What does war do to the nations that fight it?
by Andrea Mazzarinio, Tom Dispatch
Reacting to the terrorist attacks by the Palestinian militant group Hamas that killed more than 1,400 Israelis, Americans have been remarkably focused on whether we should support Israel or the residents of Gaza. In either case, we act as if Israel’s only possible decision was whether or not to launch a war against Gaza. In the country that waged a disastrous 20-year “global war on terror” in response to the 9/11 attacks, it seems strange that there’s been so little discussion about what such a decision might mean in the long term. Going to war is just that — one decision among many possibilities, including taking steps to strengthen and democratize the states where such armed militias may otherwise flourish.

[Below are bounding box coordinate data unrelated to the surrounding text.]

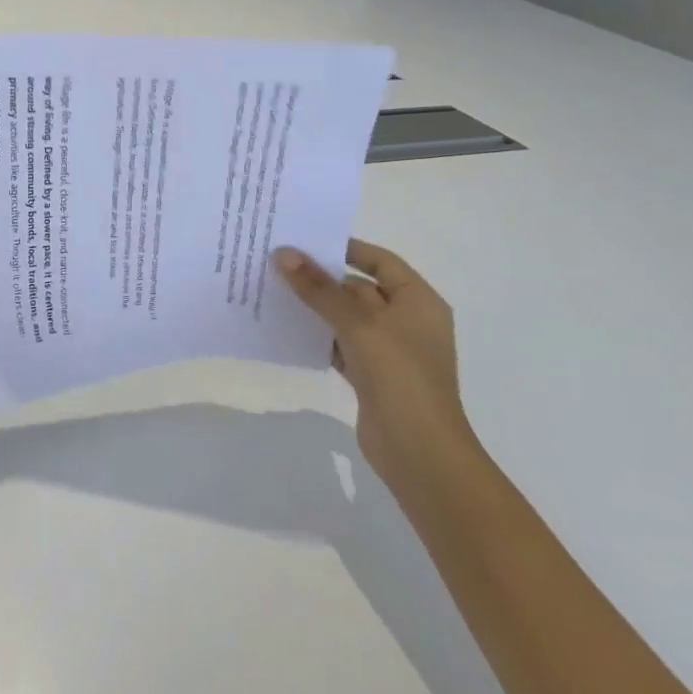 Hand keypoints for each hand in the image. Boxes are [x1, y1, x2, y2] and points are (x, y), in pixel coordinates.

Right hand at [274, 239, 479, 490]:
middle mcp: (406, 321)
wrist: (420, 453)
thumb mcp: (359, 325)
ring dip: (315, 307)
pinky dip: (317, 336)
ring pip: (346, 317)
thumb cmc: (400, 377)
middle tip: (276, 263)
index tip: (304, 240)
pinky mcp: (371, 375)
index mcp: (418, 301)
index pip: (380, 261)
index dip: (345, 248)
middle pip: (359, 288)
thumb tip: (283, 253)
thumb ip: (320, 289)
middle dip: (321, 278)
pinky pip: (339, 344)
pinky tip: (285, 328)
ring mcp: (389, 350)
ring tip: (272, 290) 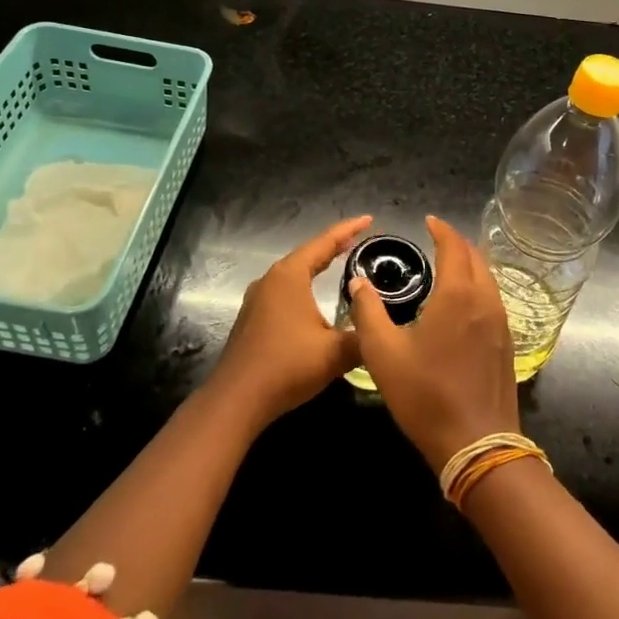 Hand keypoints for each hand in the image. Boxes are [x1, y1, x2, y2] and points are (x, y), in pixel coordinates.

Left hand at [212, 215, 372, 424]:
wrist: (237, 399)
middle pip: (307, 254)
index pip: (325, 243)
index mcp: (290, 276)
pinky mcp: (252, 318)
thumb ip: (364, 338)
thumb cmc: (287, 366)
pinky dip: (304, 285)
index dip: (349, 230)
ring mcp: (258, 298)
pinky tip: (313, 297)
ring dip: (316, 266)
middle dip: (333, 246)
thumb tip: (382, 331)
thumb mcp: (335, 353)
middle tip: (358, 240)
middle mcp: (271, 279)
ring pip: (294, 273)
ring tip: (339, 263)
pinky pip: (284, 291)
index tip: (369, 219)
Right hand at [348, 215, 519, 471]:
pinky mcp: (507, 344)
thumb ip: (368, 313)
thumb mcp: (383, 354)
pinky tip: (464, 302)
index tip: (429, 221)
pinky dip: (479, 286)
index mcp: (457, 294)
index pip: (454, 246)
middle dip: (457, 243)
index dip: (442, 230)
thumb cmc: (426, 395)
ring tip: (449, 266)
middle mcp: (485, 300)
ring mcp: (501, 322)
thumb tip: (357, 283)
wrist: (477, 444)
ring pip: (488, 278)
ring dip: (470, 264)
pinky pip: (494, 299)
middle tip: (436, 240)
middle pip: (476, 257) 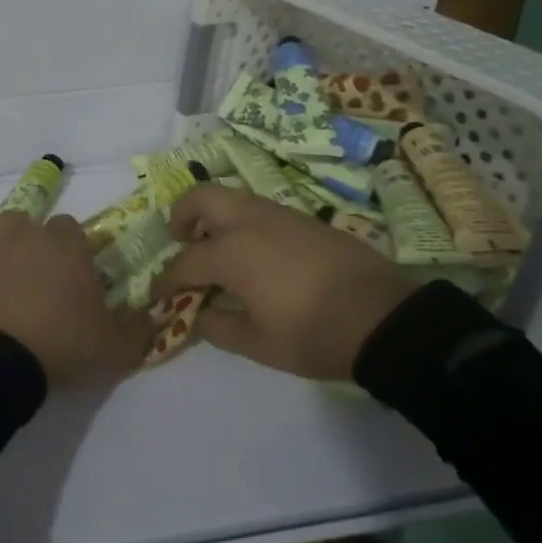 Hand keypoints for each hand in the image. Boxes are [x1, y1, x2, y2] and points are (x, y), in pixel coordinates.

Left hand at [0, 213, 152, 389]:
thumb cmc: (61, 343)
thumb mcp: (114, 348)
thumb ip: (138, 329)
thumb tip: (152, 316)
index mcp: (66, 245)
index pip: (73, 227)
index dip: (76, 249)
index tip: (78, 276)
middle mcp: (28, 236)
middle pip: (32, 226)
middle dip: (39, 246)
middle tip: (45, 282)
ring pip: (1, 238)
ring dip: (8, 255)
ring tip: (13, 289)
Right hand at [150, 184, 414, 380]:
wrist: (384, 318)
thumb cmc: (313, 334)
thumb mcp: (260, 345)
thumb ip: (220, 327)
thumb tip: (200, 314)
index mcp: (231, 252)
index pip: (185, 262)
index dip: (167, 280)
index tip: (157, 295)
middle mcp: (249, 222)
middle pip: (202, 198)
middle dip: (182, 215)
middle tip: (181, 240)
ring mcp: (279, 215)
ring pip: (232, 197)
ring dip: (214, 216)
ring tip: (216, 247)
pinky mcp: (304, 219)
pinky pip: (259, 208)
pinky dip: (242, 221)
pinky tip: (254, 252) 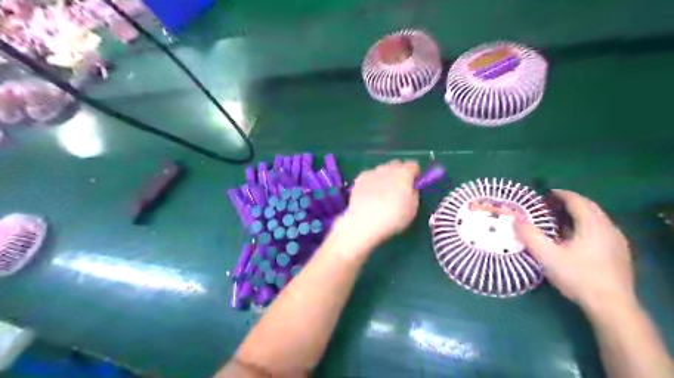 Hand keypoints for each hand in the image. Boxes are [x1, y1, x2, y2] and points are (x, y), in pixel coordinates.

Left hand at [341, 161, 418, 249]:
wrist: (365, 222)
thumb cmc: (394, 217)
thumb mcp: (413, 208)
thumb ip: (414, 193)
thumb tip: (411, 189)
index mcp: (404, 173)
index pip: (414, 166)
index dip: (415, 175)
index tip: (413, 186)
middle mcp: (388, 168)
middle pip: (397, 165)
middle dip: (399, 174)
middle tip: (398, 190)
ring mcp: (372, 172)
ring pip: (382, 170)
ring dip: (385, 178)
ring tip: (381, 195)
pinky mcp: (359, 179)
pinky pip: (370, 177)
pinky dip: (372, 183)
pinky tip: (370, 196)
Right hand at [515, 191, 634, 313]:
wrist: (611, 305)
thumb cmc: (578, 276)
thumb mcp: (547, 256)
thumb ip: (530, 236)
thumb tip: (515, 220)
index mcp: (593, 225)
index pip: (577, 201)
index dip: (561, 194)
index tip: (546, 194)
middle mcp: (608, 228)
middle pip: (589, 207)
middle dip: (569, 203)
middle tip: (550, 205)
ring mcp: (616, 241)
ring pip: (596, 219)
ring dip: (578, 215)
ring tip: (559, 220)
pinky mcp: (618, 253)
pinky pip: (600, 230)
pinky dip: (585, 226)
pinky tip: (575, 239) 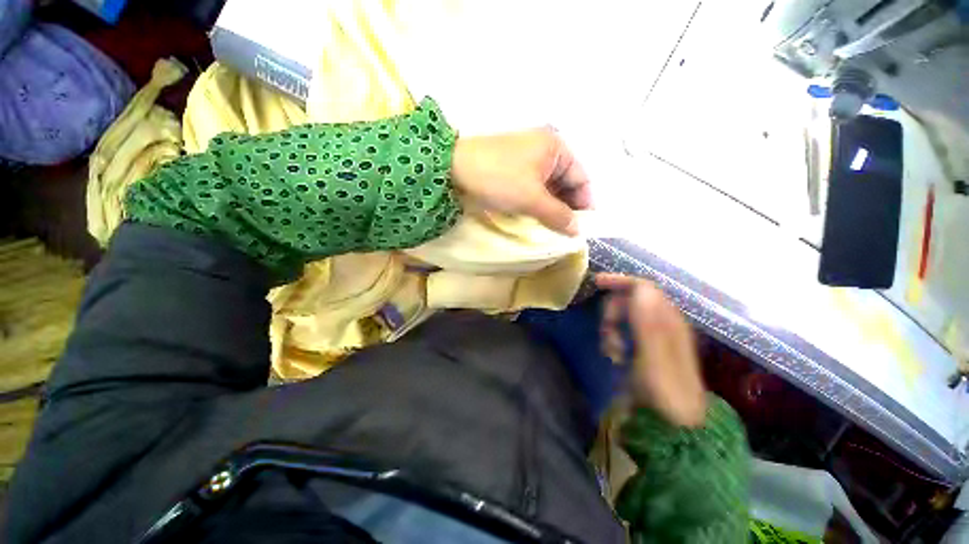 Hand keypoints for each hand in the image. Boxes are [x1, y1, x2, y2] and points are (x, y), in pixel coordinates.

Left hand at [450, 127, 591, 235]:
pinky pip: (534, 187)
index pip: (581, 178)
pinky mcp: (513, 168)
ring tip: (550, 229)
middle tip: (565, 232)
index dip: (584, 204)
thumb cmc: (499, 179)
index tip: (581, 228)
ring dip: (551, 207)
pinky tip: (535, 217)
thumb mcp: (532, 199)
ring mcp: (528, 157)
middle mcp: (545, 149)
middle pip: (565, 182)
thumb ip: (558, 215)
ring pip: (549, 187)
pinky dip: (537, 202)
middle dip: (566, 207)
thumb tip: (577, 231)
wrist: (453, 168)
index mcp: (556, 148)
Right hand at [596, 273, 706, 427]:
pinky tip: (614, 355)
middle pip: (631, 300)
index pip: (645, 288)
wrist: (671, 426)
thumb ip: (649, 324)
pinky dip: (613, 338)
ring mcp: (653, 336)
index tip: (596, 283)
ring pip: (623, 316)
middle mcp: (663, 324)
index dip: (621, 281)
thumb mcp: (655, 361)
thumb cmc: (664, 394)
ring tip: (612, 351)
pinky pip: (621, 331)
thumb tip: (641, 288)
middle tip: (607, 334)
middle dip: (613, 312)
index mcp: (670, 322)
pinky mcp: (643, 347)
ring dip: (611, 328) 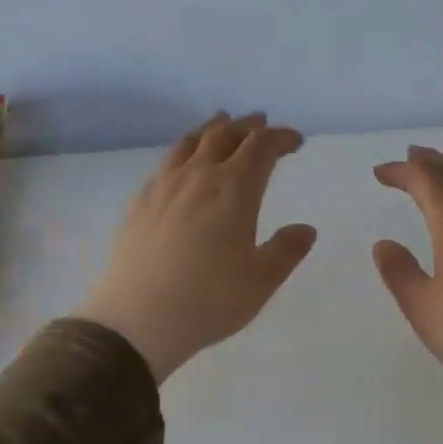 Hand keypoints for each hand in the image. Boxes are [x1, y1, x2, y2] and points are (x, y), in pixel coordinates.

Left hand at [75, 113, 317, 381]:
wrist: (137, 319)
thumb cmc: (210, 300)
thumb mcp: (262, 280)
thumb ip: (287, 250)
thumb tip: (305, 229)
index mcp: (234, 190)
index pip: (261, 148)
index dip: (280, 138)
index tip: (295, 141)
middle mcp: (199, 177)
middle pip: (225, 136)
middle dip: (248, 126)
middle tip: (262, 123)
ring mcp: (164, 187)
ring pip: (190, 143)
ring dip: (212, 129)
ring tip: (222, 124)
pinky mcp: (140, 203)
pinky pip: (166, 162)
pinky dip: (184, 151)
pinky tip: (182, 163) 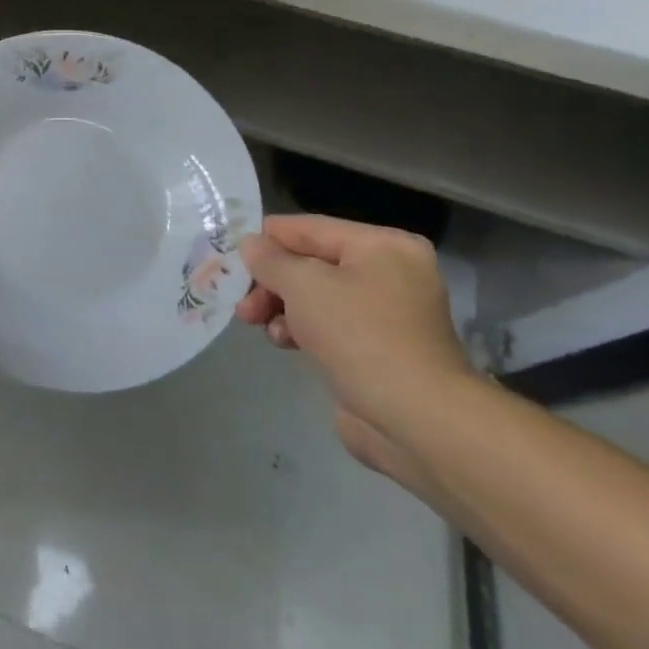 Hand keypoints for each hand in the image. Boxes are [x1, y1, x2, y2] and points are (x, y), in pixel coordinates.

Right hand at [237, 215, 475, 483]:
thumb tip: (250, 244)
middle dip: (271, 281)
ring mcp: (386, 314)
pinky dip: (301, 329)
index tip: (231, 255)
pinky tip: (282, 341)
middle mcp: (390, 273)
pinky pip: (328, 326)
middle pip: (311, 263)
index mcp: (382, 246)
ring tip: (255, 323)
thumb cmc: (360, 336)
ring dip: (281, 307)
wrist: (417, 420)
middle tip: (241, 300)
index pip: (309, 227)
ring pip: (315, 296)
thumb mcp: (303, 286)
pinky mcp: (378, 350)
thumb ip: (270, 260)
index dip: (267, 239) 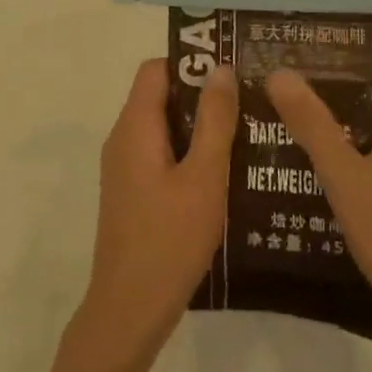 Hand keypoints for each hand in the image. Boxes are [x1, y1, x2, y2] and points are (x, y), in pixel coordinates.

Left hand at [79, 59, 237, 362]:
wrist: (129, 309)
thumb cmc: (170, 238)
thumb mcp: (204, 176)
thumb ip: (215, 120)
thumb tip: (221, 68)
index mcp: (135, 126)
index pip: (156, 69)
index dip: (192, 63)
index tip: (232, 71)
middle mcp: (123, 139)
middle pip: (160, 96)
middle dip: (202, 96)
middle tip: (249, 103)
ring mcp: (125, 168)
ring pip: (163, 128)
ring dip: (200, 127)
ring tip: (246, 134)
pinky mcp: (132, 193)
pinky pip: (160, 155)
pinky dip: (189, 154)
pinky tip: (224, 174)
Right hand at [265, 55, 371, 346]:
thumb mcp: (346, 176)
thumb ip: (312, 124)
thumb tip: (280, 72)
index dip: (352, 50)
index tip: (307, 49)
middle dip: (334, 86)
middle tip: (286, 84)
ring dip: (339, 122)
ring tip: (290, 120)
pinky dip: (351, 154)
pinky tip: (316, 170) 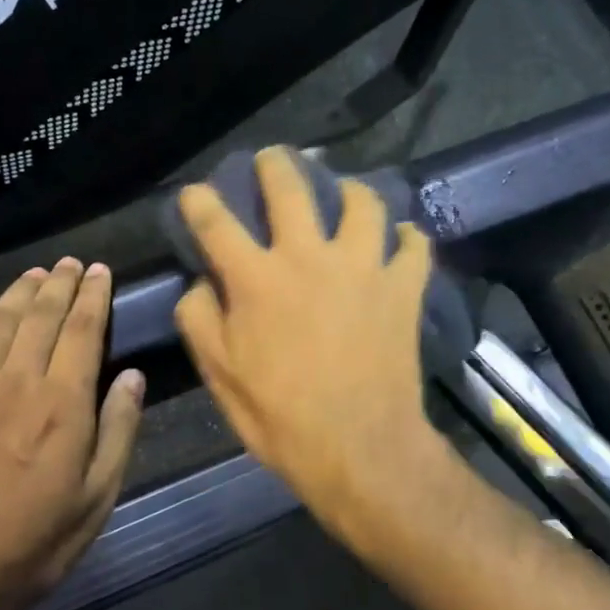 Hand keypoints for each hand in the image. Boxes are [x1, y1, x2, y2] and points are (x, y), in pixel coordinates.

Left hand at [0, 259, 144, 609]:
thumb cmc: (35, 543)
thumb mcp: (97, 498)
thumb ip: (118, 431)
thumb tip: (133, 376)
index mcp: (62, 404)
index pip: (83, 329)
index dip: (94, 295)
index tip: (101, 271)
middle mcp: (16, 382)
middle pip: (41, 314)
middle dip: (61, 282)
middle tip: (72, 263)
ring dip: (20, 290)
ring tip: (37, 273)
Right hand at [173, 148, 444, 539]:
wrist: (359, 450)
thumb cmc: (281, 416)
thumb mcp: (220, 374)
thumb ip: (199, 318)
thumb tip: (201, 282)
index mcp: (257, 278)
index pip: (216, 222)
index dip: (199, 201)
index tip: (196, 194)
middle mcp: (308, 257)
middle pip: (290, 187)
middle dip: (275, 164)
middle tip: (273, 159)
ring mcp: (362, 267)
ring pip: (363, 202)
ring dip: (351, 189)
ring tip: (346, 193)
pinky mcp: (402, 287)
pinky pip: (414, 246)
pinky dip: (408, 238)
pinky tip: (401, 239) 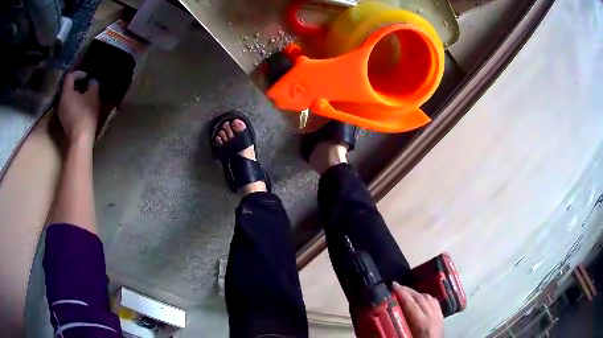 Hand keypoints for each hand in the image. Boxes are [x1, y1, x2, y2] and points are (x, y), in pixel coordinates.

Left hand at [58, 71, 99, 144]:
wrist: (80, 139)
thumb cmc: (85, 114)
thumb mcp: (93, 96)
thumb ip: (93, 85)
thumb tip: (92, 81)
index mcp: (66, 92)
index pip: (70, 77)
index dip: (78, 73)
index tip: (87, 76)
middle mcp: (61, 101)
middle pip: (67, 88)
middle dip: (76, 84)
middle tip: (85, 85)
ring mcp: (60, 112)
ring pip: (67, 98)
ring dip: (74, 95)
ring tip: (83, 96)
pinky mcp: (63, 121)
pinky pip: (67, 107)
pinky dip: (73, 104)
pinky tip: (80, 107)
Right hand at [392, 282, 443, 337]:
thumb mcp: (406, 337)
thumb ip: (397, 329)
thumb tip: (382, 321)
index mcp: (422, 324)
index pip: (411, 304)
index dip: (402, 293)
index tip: (392, 285)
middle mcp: (432, 316)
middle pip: (420, 298)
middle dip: (407, 290)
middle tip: (396, 286)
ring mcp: (438, 315)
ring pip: (428, 298)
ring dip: (416, 293)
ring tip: (406, 292)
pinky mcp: (441, 316)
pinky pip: (434, 302)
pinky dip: (425, 297)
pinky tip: (420, 298) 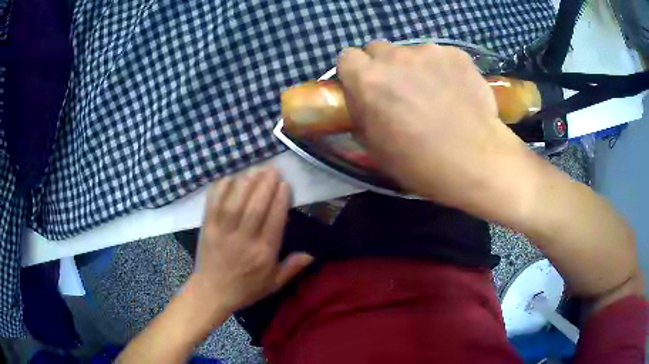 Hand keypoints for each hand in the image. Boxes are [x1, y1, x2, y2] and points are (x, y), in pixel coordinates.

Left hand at [191, 167, 312, 316]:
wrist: (212, 293)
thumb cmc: (245, 289)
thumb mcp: (273, 284)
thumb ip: (291, 268)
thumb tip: (312, 254)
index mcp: (263, 254)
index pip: (274, 221)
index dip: (280, 200)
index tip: (285, 184)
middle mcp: (244, 240)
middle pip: (255, 207)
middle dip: (264, 185)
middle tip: (272, 169)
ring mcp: (223, 232)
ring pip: (235, 203)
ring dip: (245, 183)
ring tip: (255, 169)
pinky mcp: (208, 228)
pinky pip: (213, 205)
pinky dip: (221, 189)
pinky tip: (229, 177)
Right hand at [337, 41, 534, 219]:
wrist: (476, 160)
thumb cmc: (421, 162)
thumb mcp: (376, 148)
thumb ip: (363, 116)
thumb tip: (364, 103)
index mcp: (367, 80)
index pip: (347, 57)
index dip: (355, 73)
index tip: (365, 88)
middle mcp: (394, 57)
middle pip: (378, 49)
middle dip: (383, 66)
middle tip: (399, 91)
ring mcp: (428, 51)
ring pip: (411, 52)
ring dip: (414, 67)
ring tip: (434, 93)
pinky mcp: (456, 54)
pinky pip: (440, 56)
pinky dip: (442, 69)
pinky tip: (455, 91)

As a co-founder of Brown University’s Costs of War Project, it’s become a focus of mine to show just what’s happened to us because our government, more than two decades after the 9/11 attacks, continues to fight a “war on terror” (whatever that may mean) in some 85 countries. Yes, that’s right: 85 countries! We’ve armed foreign militaries, flown our drones in a devastating fashion, run prisons (often in places with far laxer human-rights standards than ours), trained foreign militaries, and sometimes fought directly alongside them.

Over the years, the 2,977 American lives taken by Osama bin Laden and his followers on September 11, 2001, have exploded into nearly one million lives lost globally thanks to our government’s decision to go to war. Framed by the sheer scale of death and destruction wrought by this country’s forever wars, our hasty retreat from Afghanistan in 2021, long seen as a shamefully botched mission unaccomplished, should instead have been viewed as a genuinely courageous act, even if it was just one of dozens of countries where the U.S. hemorrhaged lives and dollars galore.